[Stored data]

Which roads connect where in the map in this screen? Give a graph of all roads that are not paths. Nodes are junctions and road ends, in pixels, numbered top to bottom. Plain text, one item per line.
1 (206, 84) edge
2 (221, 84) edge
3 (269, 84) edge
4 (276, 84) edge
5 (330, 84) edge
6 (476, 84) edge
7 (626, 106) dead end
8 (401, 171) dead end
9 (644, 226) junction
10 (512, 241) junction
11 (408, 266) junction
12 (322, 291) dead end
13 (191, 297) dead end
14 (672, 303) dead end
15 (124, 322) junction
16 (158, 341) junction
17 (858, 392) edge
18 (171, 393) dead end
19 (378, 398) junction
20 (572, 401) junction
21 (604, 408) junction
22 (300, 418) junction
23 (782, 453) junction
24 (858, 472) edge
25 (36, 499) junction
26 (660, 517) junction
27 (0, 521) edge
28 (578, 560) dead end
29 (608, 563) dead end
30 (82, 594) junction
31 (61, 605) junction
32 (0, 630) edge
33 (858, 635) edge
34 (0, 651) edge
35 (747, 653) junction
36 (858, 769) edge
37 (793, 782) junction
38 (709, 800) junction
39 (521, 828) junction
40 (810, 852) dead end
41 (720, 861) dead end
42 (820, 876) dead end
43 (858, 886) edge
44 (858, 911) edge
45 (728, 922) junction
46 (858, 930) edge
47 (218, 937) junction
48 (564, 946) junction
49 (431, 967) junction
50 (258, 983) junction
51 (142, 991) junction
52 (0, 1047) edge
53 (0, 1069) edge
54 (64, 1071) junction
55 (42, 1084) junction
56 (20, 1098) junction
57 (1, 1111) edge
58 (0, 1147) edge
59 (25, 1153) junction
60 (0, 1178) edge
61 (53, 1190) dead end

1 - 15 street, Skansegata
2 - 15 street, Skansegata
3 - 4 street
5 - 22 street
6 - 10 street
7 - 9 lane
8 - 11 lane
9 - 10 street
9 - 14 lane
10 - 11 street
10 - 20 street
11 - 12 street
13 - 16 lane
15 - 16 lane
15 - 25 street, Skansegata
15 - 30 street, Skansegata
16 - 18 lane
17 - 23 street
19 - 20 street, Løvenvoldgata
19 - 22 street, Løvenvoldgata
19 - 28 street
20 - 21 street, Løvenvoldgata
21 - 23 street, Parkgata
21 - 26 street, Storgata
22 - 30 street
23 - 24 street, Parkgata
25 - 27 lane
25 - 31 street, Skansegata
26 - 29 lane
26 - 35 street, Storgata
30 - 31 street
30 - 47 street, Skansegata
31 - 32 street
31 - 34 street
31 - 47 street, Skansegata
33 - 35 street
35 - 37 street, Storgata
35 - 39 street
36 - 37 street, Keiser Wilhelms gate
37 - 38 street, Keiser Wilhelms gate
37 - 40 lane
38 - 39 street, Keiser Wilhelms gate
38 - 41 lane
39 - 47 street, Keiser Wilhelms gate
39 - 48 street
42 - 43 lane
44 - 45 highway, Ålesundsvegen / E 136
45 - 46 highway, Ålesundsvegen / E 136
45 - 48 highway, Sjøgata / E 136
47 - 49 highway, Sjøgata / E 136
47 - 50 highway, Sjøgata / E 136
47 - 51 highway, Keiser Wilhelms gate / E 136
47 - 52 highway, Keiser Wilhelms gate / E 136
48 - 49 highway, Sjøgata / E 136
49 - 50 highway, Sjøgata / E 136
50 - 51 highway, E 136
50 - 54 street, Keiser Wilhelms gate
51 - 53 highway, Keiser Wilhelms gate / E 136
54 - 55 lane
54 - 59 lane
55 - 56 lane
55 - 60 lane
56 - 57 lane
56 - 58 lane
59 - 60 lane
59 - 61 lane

_Try it:_ Look through the records and gather each line with the word "Storgata".

_Answer for this exercise:_
21 - 26 street, Storgata
26 - 35 street, Storgata
35 - 37 street, Storgata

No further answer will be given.